Doit-on vendre l’alcool à rabais à nos dirigeants?

Il y a de ces sujets qui déchaînent les passions de la population. Les abus de la classe politique, en général, font clairement partie de ceux-ci. Dès qu’on entend parler d’une dépense irraisonnable ou d’un abus de pouvoir pour offrir des avantages indus à certains, les gens montent aux barricades. C’est bien sûr avec raison : tant d’argent est payé en impôts et en charges sociales qu’on est en droit de s’attendre au mieux de la part de nos dirigeants.

Au milieu du mois de juillet, une nouvelle a soulevé plusieurs points d’interrogations dans la province canadienne de l’Ontario. Là-bas, l’alcool est plus ou moins soumis à un monopole de la LCBO, un organisme qui répartit un peu partout en province ses magasins de vente d’alcool au détail. Le monopole, on le sait tous, entraîne de grosses augmentations de prix puisqu’il permet à son propriétaire de fixer les prix au niveau qu’il le souhaite! Le Liquor Control Board of Ontario, comme son cousin de la province du Québec (la Société des Alcools du Québec) l’a bien compris.

Toutefois, ce sont les largesses de l’organisme envers les politiciens qui ont été placées sous les feux des projecteurs par différents médias.

Un rabais colossal

Il semblerait qu’un rabais de 49% soit offert sur tous les produits alcoolisés. Celui-ci s’applique aux ministères fédéraux, aux agences canadiennes, aux ambassades, aux membres des consulats, aux délégués des missions commerciales ainsi qu’aux hauts commissariats de la province. C’est une politique qui est assez récente : l’administration de la LCBO l’aurait approuvée le 24 avril, remplaçant ainsi une autre politique qui permettait, de façon plus complexe, une tarification avantageuse pour les membres de l’appareil étatique. (les autres Canadiens, malheureusement, ne bénéficient pas des mêmes largesses lorsqu’ils doivent se négocier des rabais avec les commerçants)

La nouvelle formule s’avère, dans de nombreux cas, encore plus avantageuse. Le média virtuel La Presse donne l’exemple d’une caisse de vin importée : alors que le consommateur régulier aurait été forcé de payer 203.18$, M. le Ministre réussira à s’en sortir pour 104.80$, un prix qui s’avère 26.47$ plus bas que celui qui était en vigueur dans la première mouture de ce rabais.

Pourquoi?

On a beau chercher de bonnes raisons pour expliquer que nos politiciens puissent se saouler à moindre prix que les membres de la population, mais quand on considère que leurs salaires sont nettement plus élevés et qu’il est encore plus important qu’ils conservent leur sobriété que les habitants réguliers de l’Ontario, cette idée ne fait aucun sens. Récemment, l’Association des Restaurateurs et des Services alimentaires de l’Ontario a fait une sortie pour se plaindre que les établissements, eux, étaient forcés de payer le plein prix pour cet alcool!

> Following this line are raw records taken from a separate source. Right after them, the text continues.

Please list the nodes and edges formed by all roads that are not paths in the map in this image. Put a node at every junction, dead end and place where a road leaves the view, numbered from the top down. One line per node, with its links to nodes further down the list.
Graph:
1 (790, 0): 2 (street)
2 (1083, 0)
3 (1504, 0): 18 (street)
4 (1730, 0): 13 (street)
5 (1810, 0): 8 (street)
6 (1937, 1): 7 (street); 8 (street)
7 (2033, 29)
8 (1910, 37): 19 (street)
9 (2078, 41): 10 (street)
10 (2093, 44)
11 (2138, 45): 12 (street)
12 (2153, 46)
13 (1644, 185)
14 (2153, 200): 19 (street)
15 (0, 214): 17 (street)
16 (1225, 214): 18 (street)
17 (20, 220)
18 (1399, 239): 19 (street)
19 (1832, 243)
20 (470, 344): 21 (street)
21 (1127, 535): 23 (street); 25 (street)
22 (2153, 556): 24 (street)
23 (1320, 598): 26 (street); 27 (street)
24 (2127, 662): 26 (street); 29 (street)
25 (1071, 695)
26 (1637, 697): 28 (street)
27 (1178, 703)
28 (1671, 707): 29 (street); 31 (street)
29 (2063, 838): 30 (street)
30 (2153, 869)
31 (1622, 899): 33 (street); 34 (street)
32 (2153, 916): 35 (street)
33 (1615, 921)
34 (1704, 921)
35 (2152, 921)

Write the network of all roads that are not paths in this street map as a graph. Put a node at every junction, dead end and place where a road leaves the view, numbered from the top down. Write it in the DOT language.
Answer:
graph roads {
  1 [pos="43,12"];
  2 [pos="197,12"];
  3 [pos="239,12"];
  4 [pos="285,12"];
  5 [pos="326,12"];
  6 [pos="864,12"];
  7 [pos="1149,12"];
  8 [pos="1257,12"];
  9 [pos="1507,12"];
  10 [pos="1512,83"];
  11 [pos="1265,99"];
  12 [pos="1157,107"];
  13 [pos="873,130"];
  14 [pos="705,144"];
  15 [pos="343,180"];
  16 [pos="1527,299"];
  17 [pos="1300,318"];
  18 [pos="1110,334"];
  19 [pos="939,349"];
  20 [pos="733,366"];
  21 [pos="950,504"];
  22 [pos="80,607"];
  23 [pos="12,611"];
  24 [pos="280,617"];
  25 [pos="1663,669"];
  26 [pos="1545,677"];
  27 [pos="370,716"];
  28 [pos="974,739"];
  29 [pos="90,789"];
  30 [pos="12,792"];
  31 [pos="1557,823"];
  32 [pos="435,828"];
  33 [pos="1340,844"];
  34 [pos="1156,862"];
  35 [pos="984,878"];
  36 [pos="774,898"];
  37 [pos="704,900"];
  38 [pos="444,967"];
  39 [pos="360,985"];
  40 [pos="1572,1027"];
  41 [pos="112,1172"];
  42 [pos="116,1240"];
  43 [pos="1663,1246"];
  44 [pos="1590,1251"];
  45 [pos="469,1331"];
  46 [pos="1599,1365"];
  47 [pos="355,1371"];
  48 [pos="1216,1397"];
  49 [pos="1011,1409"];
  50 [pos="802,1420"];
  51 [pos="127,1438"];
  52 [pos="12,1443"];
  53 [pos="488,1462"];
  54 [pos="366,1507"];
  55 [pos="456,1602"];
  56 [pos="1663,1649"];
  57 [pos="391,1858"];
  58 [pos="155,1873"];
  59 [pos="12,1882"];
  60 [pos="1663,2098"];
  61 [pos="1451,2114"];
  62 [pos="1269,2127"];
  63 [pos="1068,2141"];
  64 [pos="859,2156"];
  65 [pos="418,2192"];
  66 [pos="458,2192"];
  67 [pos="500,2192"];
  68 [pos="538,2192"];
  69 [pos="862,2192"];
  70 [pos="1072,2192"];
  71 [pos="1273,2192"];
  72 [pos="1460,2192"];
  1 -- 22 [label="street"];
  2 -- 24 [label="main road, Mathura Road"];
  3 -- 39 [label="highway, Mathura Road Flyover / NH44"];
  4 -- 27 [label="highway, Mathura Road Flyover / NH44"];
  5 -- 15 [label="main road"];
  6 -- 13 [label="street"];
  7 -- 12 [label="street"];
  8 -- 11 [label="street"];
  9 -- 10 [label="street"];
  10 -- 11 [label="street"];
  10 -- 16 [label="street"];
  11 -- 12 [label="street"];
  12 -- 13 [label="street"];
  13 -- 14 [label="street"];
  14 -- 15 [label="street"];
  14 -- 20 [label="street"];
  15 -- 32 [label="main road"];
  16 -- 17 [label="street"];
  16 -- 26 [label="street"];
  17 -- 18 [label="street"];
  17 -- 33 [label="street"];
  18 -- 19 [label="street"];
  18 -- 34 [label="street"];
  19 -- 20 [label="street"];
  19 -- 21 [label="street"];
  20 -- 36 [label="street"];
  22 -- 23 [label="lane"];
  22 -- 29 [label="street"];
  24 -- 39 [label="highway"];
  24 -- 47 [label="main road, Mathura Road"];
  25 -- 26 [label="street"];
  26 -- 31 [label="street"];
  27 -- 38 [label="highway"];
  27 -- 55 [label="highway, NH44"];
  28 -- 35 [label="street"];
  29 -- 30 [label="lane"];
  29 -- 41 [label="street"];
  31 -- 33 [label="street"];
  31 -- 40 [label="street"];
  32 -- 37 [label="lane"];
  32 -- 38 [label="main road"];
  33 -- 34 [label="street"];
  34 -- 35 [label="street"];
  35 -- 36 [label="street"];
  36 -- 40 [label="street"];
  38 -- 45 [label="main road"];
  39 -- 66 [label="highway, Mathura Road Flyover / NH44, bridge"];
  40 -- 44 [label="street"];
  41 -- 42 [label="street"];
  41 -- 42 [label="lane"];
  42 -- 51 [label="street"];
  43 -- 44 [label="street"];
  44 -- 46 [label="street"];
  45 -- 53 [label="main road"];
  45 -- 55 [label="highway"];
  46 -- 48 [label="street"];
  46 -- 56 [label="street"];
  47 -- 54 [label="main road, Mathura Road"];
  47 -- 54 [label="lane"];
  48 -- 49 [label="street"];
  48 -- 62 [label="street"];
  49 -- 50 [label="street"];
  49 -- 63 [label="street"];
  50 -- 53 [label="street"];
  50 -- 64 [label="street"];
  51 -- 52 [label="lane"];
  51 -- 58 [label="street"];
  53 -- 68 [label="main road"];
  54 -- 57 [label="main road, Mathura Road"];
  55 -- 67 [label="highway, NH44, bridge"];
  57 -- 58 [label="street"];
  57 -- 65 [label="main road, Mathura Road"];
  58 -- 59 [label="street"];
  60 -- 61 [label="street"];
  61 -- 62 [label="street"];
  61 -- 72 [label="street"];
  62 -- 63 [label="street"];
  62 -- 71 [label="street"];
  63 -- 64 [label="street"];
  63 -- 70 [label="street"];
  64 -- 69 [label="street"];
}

Selon la LCBO, ces politiques découleraient de règles mises en place dans la loi fédérale ainsi que dans la Convention de Vienne de 1961. Je suis pourtant convaincu que les règles ne spécifient pas un nombre aussi absurde que 49%…

Du moins, il serait normal que les restaurateurs puissent effectivement bénéficier de la même promotion que nos chers dirigeants puisque les prix planchers imposés par les différentes régies d’alcool sont sensés empêcher les abus de consommation de la population. Quelqu’un a-t-il vraiment peur que les restaurateurs deviennent alcooliques à cause qu’ils pourraient acheter leurs boissons à un prix moindre? Laissez-moi en douter fortement.

Malheureusement, il ne faut pas s’attendre à ce que des modifications soient apportées aux règles.